WHAT TO DO: In the listing below, look for "洪湾中路" and copy every line that has it.
*** Opening DATA FOR THE TASK ***
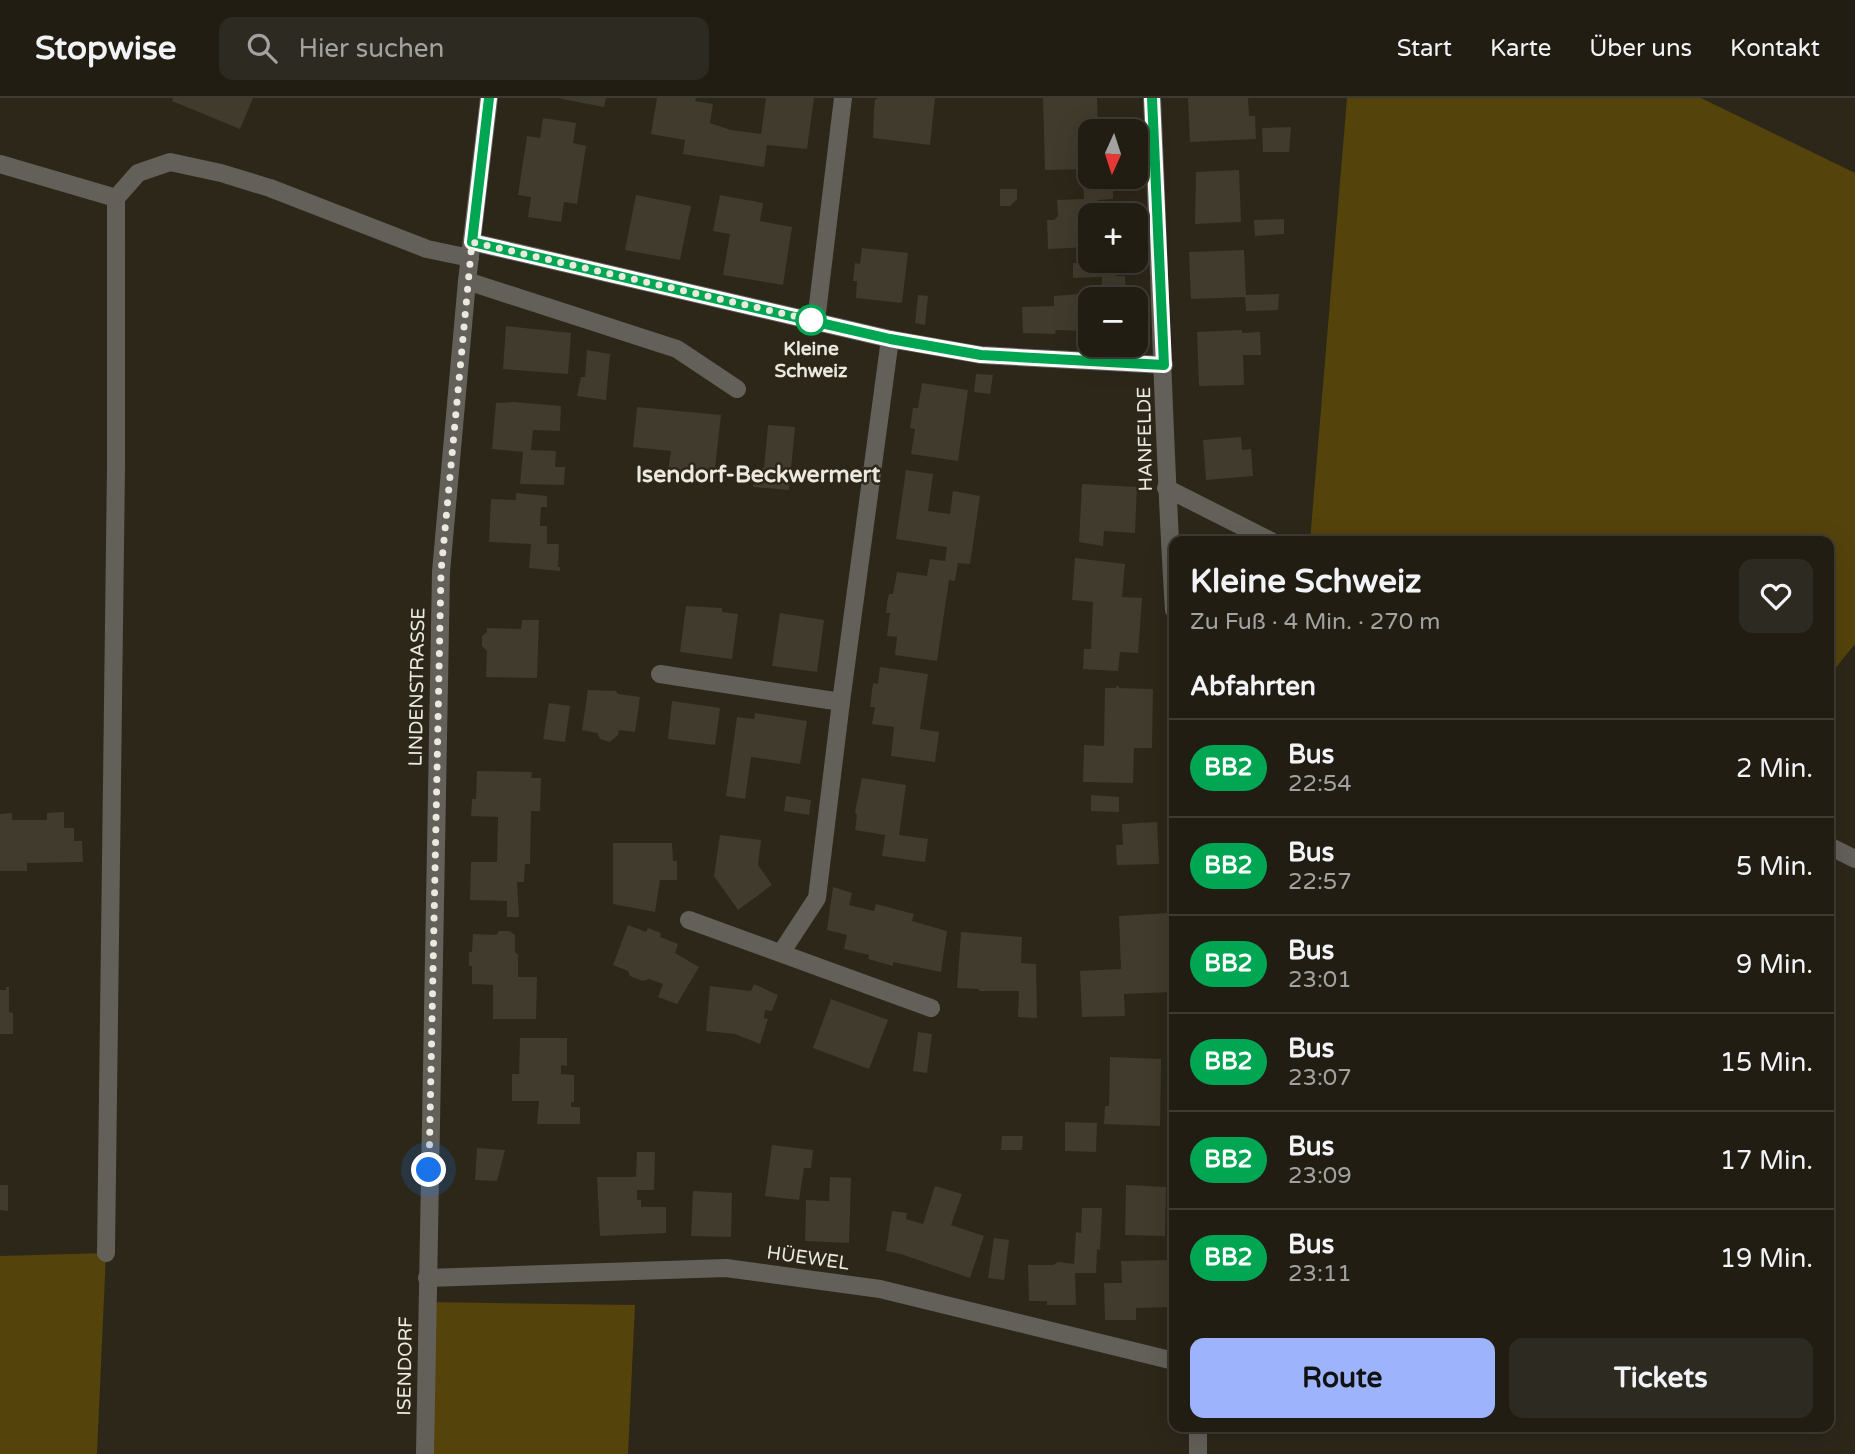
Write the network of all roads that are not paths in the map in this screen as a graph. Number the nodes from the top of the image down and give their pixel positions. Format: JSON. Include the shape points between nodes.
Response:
{"nodes":[{"id":1,"x":489,"y":98,"type":"edge"},
{"id":2,"x":843,"y":98,"type":"edge"},
{"id":3,"x":1152,"y":98,"type":"edge"},
{"id":4,"x":0,"y":164,"type":"edge"},
{"id":5,"x":116,"y":198,"type":"junction"},
{"id":6,"x":471,"y":250,"type":"junction"},
{"id":7,"x":467,"y":281,"type":"junction"},
{"id":8,"x":816,"y":321,"type":"junction"},
{"id":9,"x":890,"y":339,"type":"junction"},
{"id":10,"x":1164,"y":365,"type":"junction"},
{"id":11,"x":737,"y":389,"type":"dead end"},
{"id":12,"x":1167,"y":488,"type":"junction"},
{"id":13,"x":1170,"y":536,"type":"edge"},
{"id":14,"x":1261,"y":536,"type":"edge"},
{"id":15,"x":660,"y":674,"type":"dead end"},
{"id":16,"x":841,"y":702,"type":"junction"},
{"id":17,"x":1834,"y":848,"type":"edge"},
{"id":18,"x":1855,"y":859,"type":"edge"},
{"id":19,"x":690,"y":920,"type":"dead end"},
{"id":20,"x":781,"y":953,"type":"junction"},
{"id":21,"x":931,"y":1007,"type":"dead end"},
{"id":22,"x":106,"y":1254,"type":"dead end"},
{"id":23,"x":428,"y":1278,"type":"junction"},
{"id":24,"x":1169,"y":1360,"type":"edge"},
{"id":25,"x":1198,"y":1432,"type":"edge"},
{"id":26,"x":425,"y":1454,"type":"edge"},
{"id":27,"x":1198,"y":1454,"type":"edge"}],
"edges":[{"from":1,"to":6,"type":"street","name":"LINDENSTRASSE"},
{"from":2,"to":8,"type":"street"},
{"from":3,"to":10,"type":"street","name":"HANFELDE"},
{"from":4,"to":5,"type":"street"},
{"from":5,"to":6,"type":"street","via":[[138,173],[170,162],[270,188],[427,249]]},
{"from":5,"to":22,"type":"street"},
{"from":6,"to":7,"type":"street","name":"LINDENSTRASSE"},
{"from":6,"to":8,"type":"street"},
{"from":7,"to":11,"type":"street","via":[[677,349]]},
{"from":7,"to":23,"type":"street","name":"LINDENSTRASSE","via":[[441,572]]},
{"from":8,"to":9,"type":"street"},
{"from":9,"to":10,"type":"street","via":[[981,355]]},
{"from":9,"to":16,"type":"street"},
{"from":10,"to":12,"type":"street","name":"HANFELDE"},
{"from":12,"to":13,"type":"street","name":"HANFELDE"},
{"from":12,"to":14,"type":"street"},
{"from":15,"to":16,"type":"street"},
{"from":16,"to":20,"type":"street","via":[[817,898]]},
{"from":17,"to":18,"type":"street"},
{"from":19,"to":20,"type":"street"},
{"from":20,"to":21,"type":"street"},
{"from":23,"to":24,"type":"street","name":"HÜEWEL","via":[[726,1268],[880,1289]]},
{"from":23,"to":26,"type":"street","name":"ISENDORF"},
{"from":25,"to":27,"type":"street"}]}
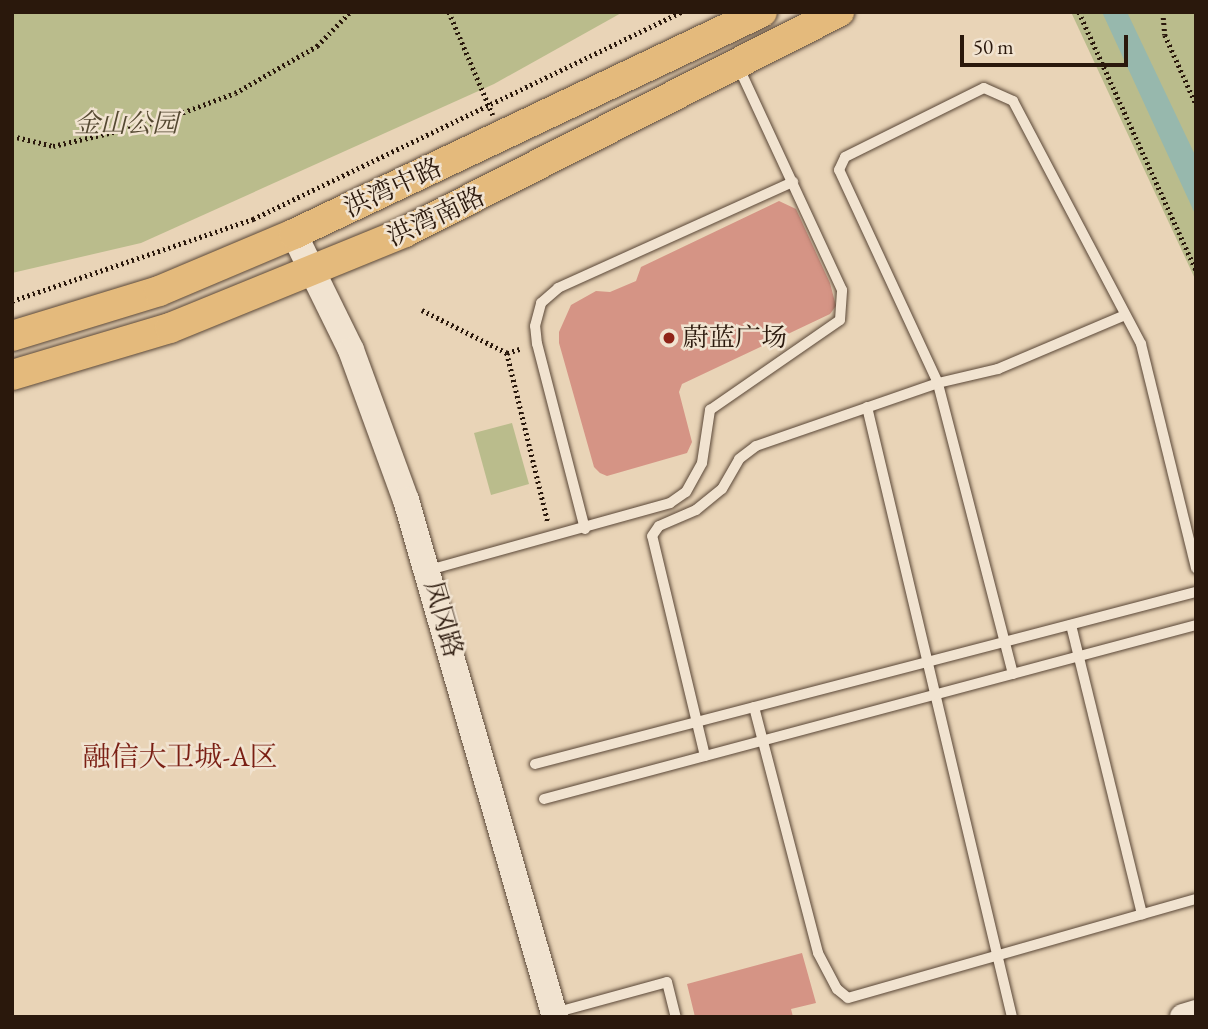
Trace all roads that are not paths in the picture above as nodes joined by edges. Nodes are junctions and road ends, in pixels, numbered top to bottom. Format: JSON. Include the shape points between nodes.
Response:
{"nodes":[{"id":1,"x":762,"y":12,"type":"edge"},
{"id":2,"x":839,"y":12,"type":"edge"},
{"id":3,"x":737,"y":65,"type":"junction"},
{"id":4,"x":793,"y":182,"type":"junction"},
{"id":5,"x":293,"y":234,"type":"junction"},
{"id":6,"x":312,"y":271,"type":"junction"},
{"id":7,"x":1125,"y":315,"type":"junction"},
{"id":8,"x":12,"y":336,"type":"edge"},
{"id":9,"x":12,"y":375,"type":"edge"},
{"id":10,"x":937,"y":383,"type":"junction"},
{"id":11,"x":867,"y":407,"type":"junction"},
{"id":12,"x":585,"y":528,"type":"junction"},
{"id":13,"x":1196,"y":568,"type":"edge"},
{"id":14,"x":429,"y":570,"type":"junction"},
{"id":15,"x":1196,"y":592,"type":"edge"},
{"id":16,"x":1071,"y":625,"type":"junction"},
{"id":17,"x":1196,"y":625,"type":"edge"},
{"id":18,"x":1005,"y":642,"type":"junction"},
{"id":19,"x":1079,"y":656,"type":"junction"},
{"id":20,"x":928,"y":662,"type":"junction"},
{"id":21,"x":1013,"y":674,"type":"junction"},
{"id":22,"x":935,"y":695,"type":"junction"},
{"id":23,"x":754,"y":707,"type":"junction"},
{"id":24,"x":697,"y":722,"type":"junction"},
{"id":25,"x":763,"y":741,"type":"junction"},
{"id":26,"x":705,"y":756,"type":"junction"},
{"id":27,"x":534,"y":764,"type":"dead end"},
{"id":28,"x":544,"y":799,"type":"dead end"},
{"id":29,"x":1196,"y":899,"type":"edge"},
{"id":30,"x":1142,"y":914,"type":"junction"},
{"id":31,"x":997,"y":956,"type":"junction"},
{"id":32,"x":1196,"y":1013,"type":"edge"},
{"id":33,"x":554,"y":1015,"type":"edge"},
{"id":34,"x":676,"y":1017,"type":"edge"},
{"id":35,"x":1012,"y":1017,"type":"edge"},
{"id":36,"x":1182,"y":1017,"type":"edge"}],
"edges":[{"from":1,"to":5,"type":"main road","name":"洪湾中路"},
{"from":2,"to":3,"type":"main road","name":"洪湾南路"},
{"from":3,"to":4,"type":"lane"},
{"from":3,"to":6,"type":"main road","name":"洪湾南路","via":[[470,203]]},
{"from":4,"to":12,"type":"lane","via":[[842,290],[839,320],[710,410],[702,463],[686,492],[652,511]]},
{"from":4,"to":12,"type":"lane","via":[[548,295],[536,314],[537,344]]},
{"from":5,"to":6,"type":"main road","name":"凤冈路"},
{"from":5,"to":8,"type":"main road","name":"洪湾中路","via":[[159,291]]},
{"from":6,"to":9,"type":"main road","name":"洪湾南路","via":[[170,328]]},
{"from":6,"to":14,"type":"main road","name":"凤冈路","via":[[379,420]]},
{"from":7,"to":10,"type":"lane","via":[[998,369]]},
{"from":7,"to":10,"type":"lane","via":[[1013,100],[984,88],[845,157],[839,170]]},
{"from":7,"to":13,"type":"lane","via":[[1140,344],[1164,429]]},
{"from":10,"to":11,"type":"lane"},
{"from":10,"to":18,"type":"lane"},
{"from":11,"to":20,"type":"lane"},
{"from":11,"to":24,"type":"lane","via":[[756,446],[739,459],[722,489],[696,510],[659,526],[652,536]]},
{"from":12,"to":14,"type":"lane"},
{"from":14,"to":33,"type":"main road","name":"凤冈路"},
{"from":15,"to":16,"type":"lane"},
{"from":16,"to":18,"type":"lane"},
{"from":16,"to":19,"type":"lane"},
{"from":17,"to":19,"type":"lane"},
{"from":18,"to":20,"type":"lane"},
{"from":18,"to":21,"type":"lane"},
{"from":19,"to":21,"type":"lane"},
{"from":19,"to":30,"type":"lane"},
{"from":20,"to":22,"type":"lane"},
{"from":20,"to":23,"type":"lane"},
{"from":21,"to":22,"type":"lane"},
{"from":22,"to":25,"type":"lane"},
{"from":22,"to":31,"type":"lane"},
{"from":23,"to":24,"type":"lane"},
{"from":23,"to":25,"type":"lane"},
{"from":24,"to":26,"type":"lane"},
{"from":24,"to":27,"type":"lane"},
{"from":25,"to":26,"type":"lane"},
{"from":25,"to":31,"type":"lane","via":[[818,953],[837,989],[848,998]]},
{"from":26,"to":28,"type":"lane"},
{"from":29,"to":30,"type":"lane"},
{"from":30,"to":31,"type":"lane"},
{"from":31,"to":35,"type":"lane"},
{"from":32,"to":36,"type":"main road"},
{"from":33,"to":34,"type":"lane","via":[[667,982]]}]}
*** Closing DATA FOR THE TASK ***
FINISHED EXERCISE:
"edges":[{"from":1,"to":5,"type":"main road","name":"洪湾中路"},
{"from":5,"to":8,"type":"main road","name":"洪湾中路","via":[[159,291]]},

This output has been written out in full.